- Q: How does Moses begin his prayer on their behalf?
- A: Moses prays for the return of God’s favor, His restoring them to the place of favor and blessing in the wake of the consequences of judgment for their past behavior. (v.13)
- Q: How did God literally satisfy Israel each morning in the wilderness? (v.14) How might this hint at a greater teaching concerning His Word?
- A: Each morning they rose to gather the manna He provided by which to physically feed them. However, we know that this had a deeper spiritual teaching regarding their need to be fed by His Word.
- “He humbled you and let you be hungry, and fed you with manna which you did not know, nor did your fathers know, that He might make you understand that man does not live by bread alone, but man lives by everything that proceeds out of the mouth of the Lord.”
- Deuteronomy 8:3
- Both the physical food (manna) and the spiritual food (God’s Word) were provided as a daily reminder of His grace (lovingkindness).
- Q: Why do you suppose Moses requests God’s provision of joy and gladness in the midst of all they were enduring?
- A: They needed to see the greater working of God through these things in order to see the greater spiritual activities at work. They could have become focused on the consequences of God’s discipline rather than embraced the greater good it was working in their lives.

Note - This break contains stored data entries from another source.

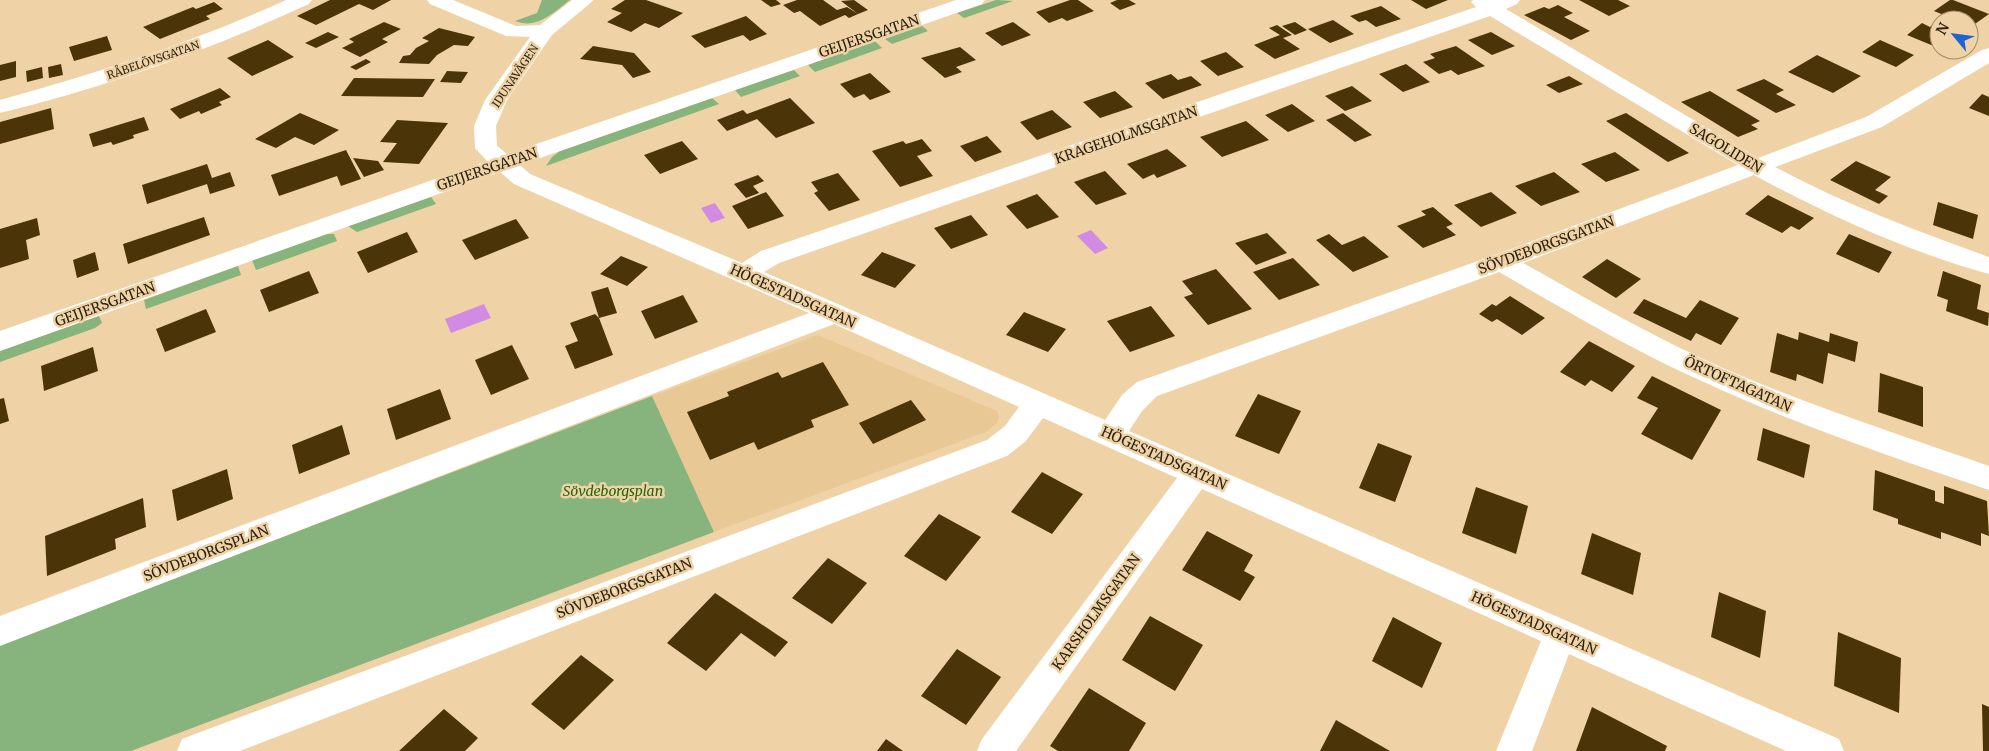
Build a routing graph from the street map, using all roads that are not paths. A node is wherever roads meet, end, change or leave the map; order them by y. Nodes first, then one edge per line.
1 (302, 0) edge
2 (437, 0) edge
3 (584, 0) edge
4 (975, 0) edge
5 (1494, 3) edge
6 (545, 31) junction
7 (1989, 54) edge
8 (1962, 70) junction
9 (1989, 80) edge
10 (0, 107) edge
11 (504, 163) junction
12 (1757, 166) junction
13 (1500, 262) junction
14 (1989, 266) edge
15 (743, 273) junction
16 (833, 314) junction
17 (0, 341) edge
18 (1038, 403) junction
19 (1111, 435) junction
20 (1197, 472) junction
21 (1989, 478) edge
22 (0, 631) edge
23 (1560, 634) junction
24 (195, 751) edge
25 (995, 751) edge
26 (1514, 751) edge
27 (1826, 751) edge

1 - 10 street, RÅBELÖVSGATAN
2 - 6 street
3 - 6 street, IDUNAVÄGEN
4 - 11 street, GEIJERSGATAN
5 - 12 street, SAGOLIDEN
5 - 15 street, KRAGEHOLMSGATAN
6 - 11 street, IDUNAVÄGEN
7 - 8 street, SÖVDEBORGSGATAN
8 - 9 street
8 - 12 street, SÖVDEBORGSGATAN
11 - 15 street, HÖGESTADSGATAN
11 - 17 street, GEIJERSGATAN
12 - 13 street, SÖVDEBORGSGATAN
12 - 14 street, SAGOLIDEN
13 - 19 street, SÖVDEBORGSGATAN
13 - 21 street, ÖRTOFTAGATAN
15 - 16 street, HÖGESTADSGATAN
16 - 18 street, HÖGESTADSGATAN
16 - 22 street, SÖVDEBORGSPLAN
18 - 19 street, HÖGESTADSGATAN
18 - 24 street, SÖVDEBORGSGATAN
19 - 20 street, HÖGESTADSGATAN
20 - 23 street, HÖGESTADSGATAN
20 - 25 street, KARSHOLMSGATAN
23 - 26 street
23 - 27 street, HÖGESTADSGATAN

- Therefore we do not lose heart, but though our outer man is decaying, yet our inner man is being renewed day by day. For momentary, light affliction is producing for us an eternal weight of glory far beyond all comparison, while we look not at the things which are seen, but at the things which are not seen; for the things which are seen are temporal, but the things which are not seen are eternal.
- 2 Corinthians 4:16-18
- Q: Why does Moses pray for God’s work to be done? (v.16)

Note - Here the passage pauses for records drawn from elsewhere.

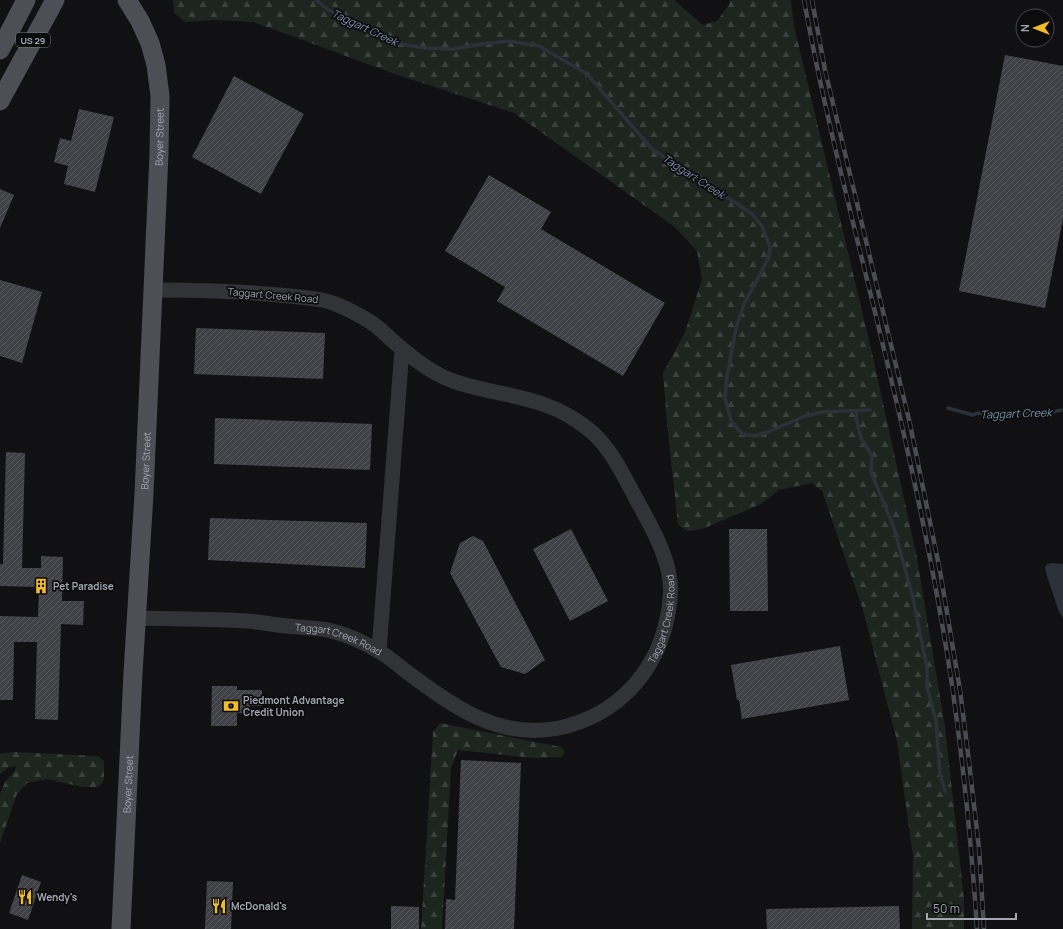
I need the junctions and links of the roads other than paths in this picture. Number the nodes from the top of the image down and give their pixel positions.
1 (26, 0) edge
2 (44, 0) edge
3 (55, 0) edge
4 (126, 0) edge
5 (0, 50) edge
6 (11, 80) junction
7 (0, 101) edge
8 (153, 290) junction
9 (402, 349) junction
10 (138, 618) junction
11 (379, 651) junction
12 (121, 929) edge

1 - 5 main road, US 29
2 - 6 main road
3 - 6 main road, US 29
4 - 8 main road, Boyer Street
6 - 7 main road, US 29
8 - 9 street, Taggart Creek Road
8 - 10 main road, Boyer Street
9 - 11 street
9 - 11 street, Taggart Creek Road
10 - 11 street, Taggart Creek Road
10 - 12 main road, Boyer Street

- A: Because even in the midst of everything else going on, He is more concerned about God’s glory and name than his own situation. It’s a kind of rebuttal to what he stated in v.10 that man’s work is futile, providing only “labor and sorrow”, whereas God’s work actually reveals “Your majesty”. It connects to the final verse in his appeal that God’s work will become their work in his request to “confirm for us the work of our hands”.
- Point: When man sets aside his personal yearnings and desires to instead embrace God’s, everything changes. Not just the work itself, but the heart and soul and mind pursuing it as well. Setting aside one’s yearnings is the key to experiencing God’s blessings personally and corporately, not seeking “blessings” to cover one’s choices not to live fully according to God’s Word and ways.